I'm not sure why it doesn't work for you, but it actually should work.

mlind
July 8th, 2006, 06:42 PM
The --prefix is actually also used when packages are installed into the standard location, it's simply set to '/usr/local' instead of the non-standard place. Your setup should work fine with a prefix value of /chroot/dapper-dev/usr for example. Inside the chroot there's no need to use the PKG_CONFIG_PATH as everything is installed in locations which are searched by default. When mounting the chroot in another host system, as you did, PKG_CONFIG_PATH is actually the right way to go (aditionally you might want to adjust LD_LIBRARY_PATH and PATH).
I'm not sure why it doesn't work for you, but it actually should work.

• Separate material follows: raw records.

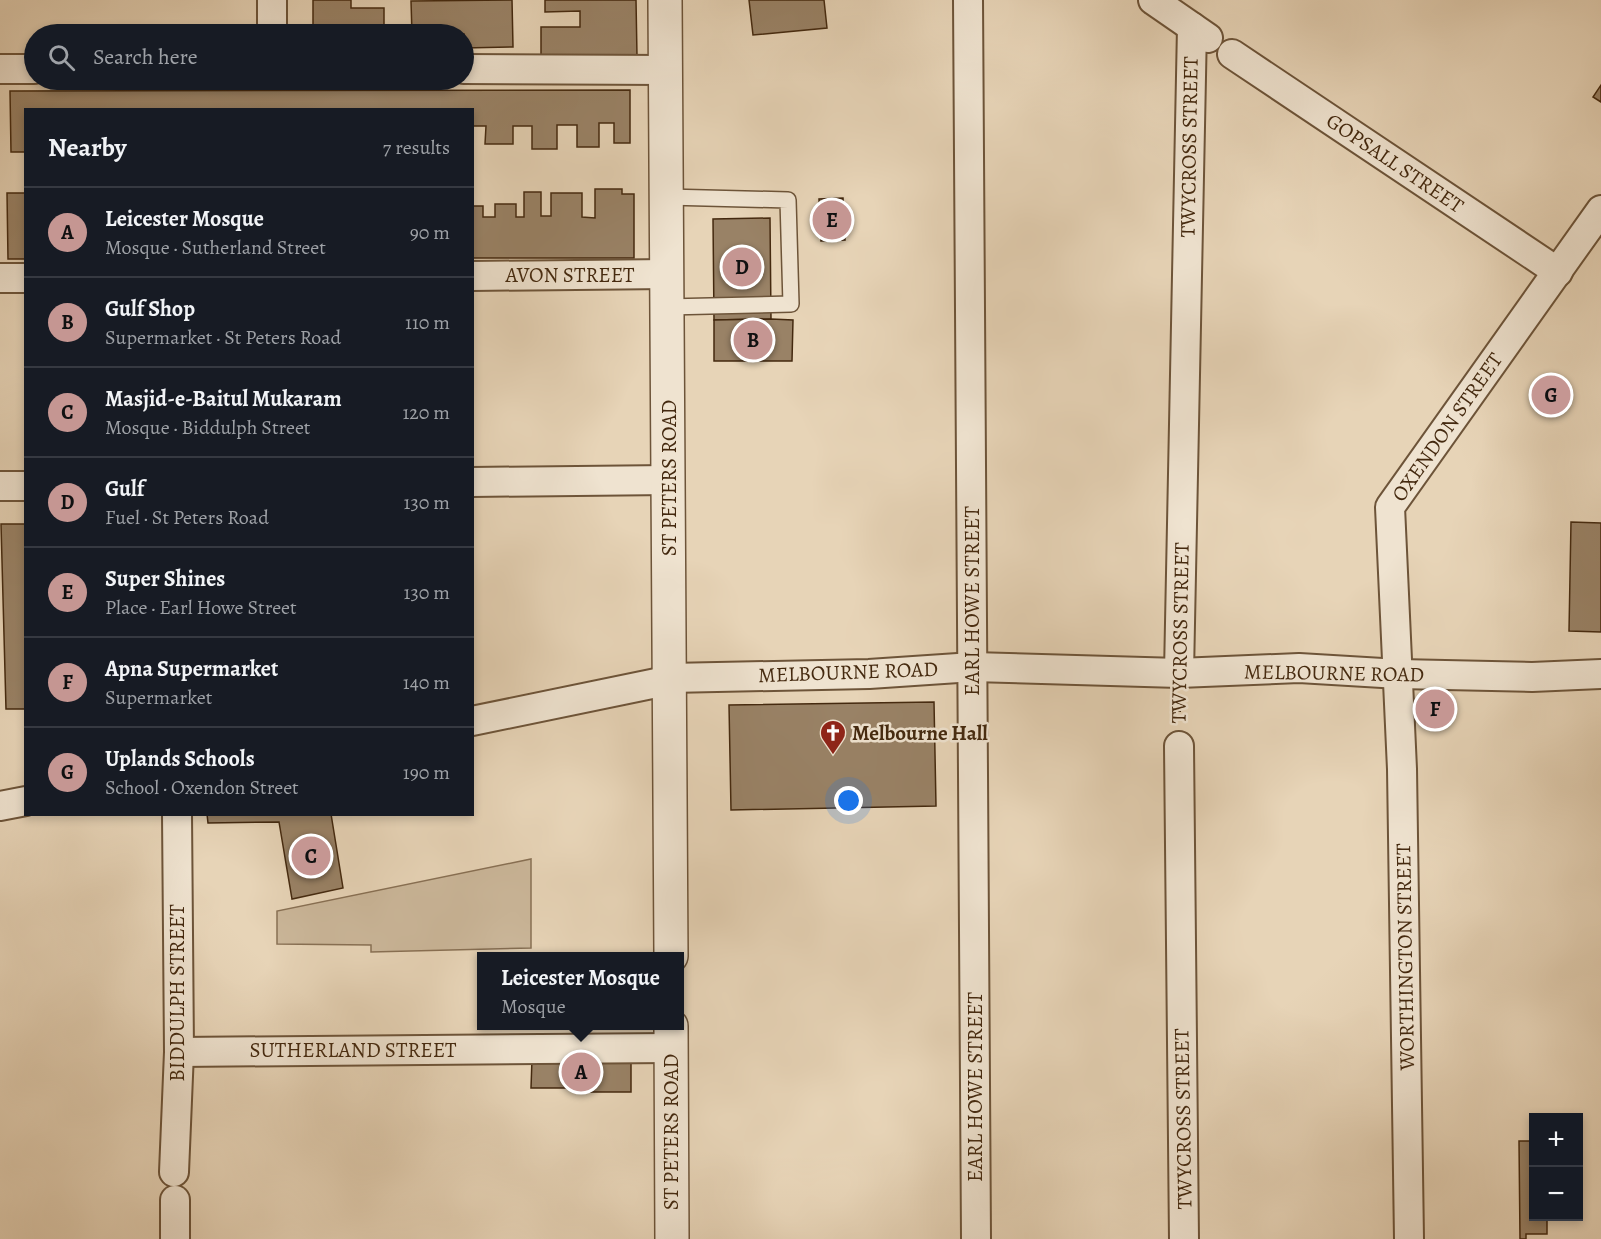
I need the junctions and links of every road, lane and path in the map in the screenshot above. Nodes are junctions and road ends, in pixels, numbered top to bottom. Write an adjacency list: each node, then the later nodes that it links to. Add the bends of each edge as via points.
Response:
1 (272, 0): 5 (street)
2 (666, 0): 10 (street, ST PETERS ROAD)
3 (968, 0): 23 (street, EARL HOWE STREET)
4 (1153, 0): 24 (street, TWYCROSS STREET, via 1200,33)
5 (272, 24)
6 (1232, 54): 13 (street, GOPSALL STREET)
7 (0, 69): 8 (street)
8 (24, 69)
9 (474, 69): 10 (street)
10 (666, 70): 11 (street, ST PETERS ROAD)
11 (667, 197): 14 (street, ST PETERS ROAD); 18 (lane, via 789,200 791,304)
12 (1601, 210): 13 (street, OXENDON STREET)
13 (1558, 272): 25 (street, OXENDON STREET, via 1390,507)
14 (667, 274): 15 (street, AVON STREET); 18 (street, ST PETERS ROAD)
15 (474, 276)
16 (0, 278): 17 (street)
17 (24, 278)
18 (667, 308): 19 (street, ST PETERS ROAD)
19 (669, 480): 20 (street); 27 (street, ST PETERS ROAD)
20 (474, 482)
21 (0, 486): 22 (street)
22 (24, 486)
23 (972, 667): 24 (street, MELBOURNE ROAD); 27 (street, MELBOURNE ROAD); 38 (street, EARL HOWE STREET)
24 (1179, 673): 25 (street, MELBOURNE ROAD, via 1299,668); 29 (path, TWYCROSS STREET)
25 (1399, 674): 26 (street, MELBOURNE ROAD); 40 (street, WORTHINGTON STREET)
26 (1601, 674)
27 (671, 679): 28 (street, MELBOURNE ROAD); 33 (street, ST PETERS ROAD)
28 (474, 721)
29 (1179, 747): 39 (street, TWYCROSS STREET)
30 (24, 801): 31 (street)
31 (0, 806)
32 (177, 816): 35 (street, BIDDULPH STREET)
33 (671, 952)
34 (671, 1037): 35 (street, SUTHERLAND STREET); 37 (street, ST PETERS ROAD)
35 (179, 1052): 36 (street, BIDDULPH STREET)
36 (175, 1239)
37 (672, 1239)
38 (976, 1239)
39 (1184, 1239)
40 (1409, 1239)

I think I must investigage this problem a bit before giving any constructive answer :mrgreen: Thanks your help so far.

I reckon the problem is that some autotool is not generating path to jailed environment correctly. Stuff inside the jail works correctly and things compile there without any tweaking, it's just I don't want to compile anything in there, quite the opposite.

ravon
April 27th, 2008, 08:41 AM
Sorry to revive such an old thread, but I'm kind of in the same boat.

My problem is that I don't know where the package will be installed since every developer will have a different directory layout and I want to be able to build once and deploy everywhere. The approach I took was to modify the ".pc" files before packaging, replacing the prefix line so it reads:
prefix=$${TOOLS}

TOOLS will then be exported by all our build scripts and --cflags will, for example, give "-I${TOOLS}/include". This works most of the time, but when configuring Xorg (libX11) it fails to expand the variable when testing for keysymdef.h. Everything else seems to work though.

Any ideas? I've tried to return basically everything, $TOOLS, $$TOOLS, ${TOOLS} and $${TOOLS} and switched the configure script from /bin/sh to /bin/bash, but for some reason it doesn't get expanded to the full path.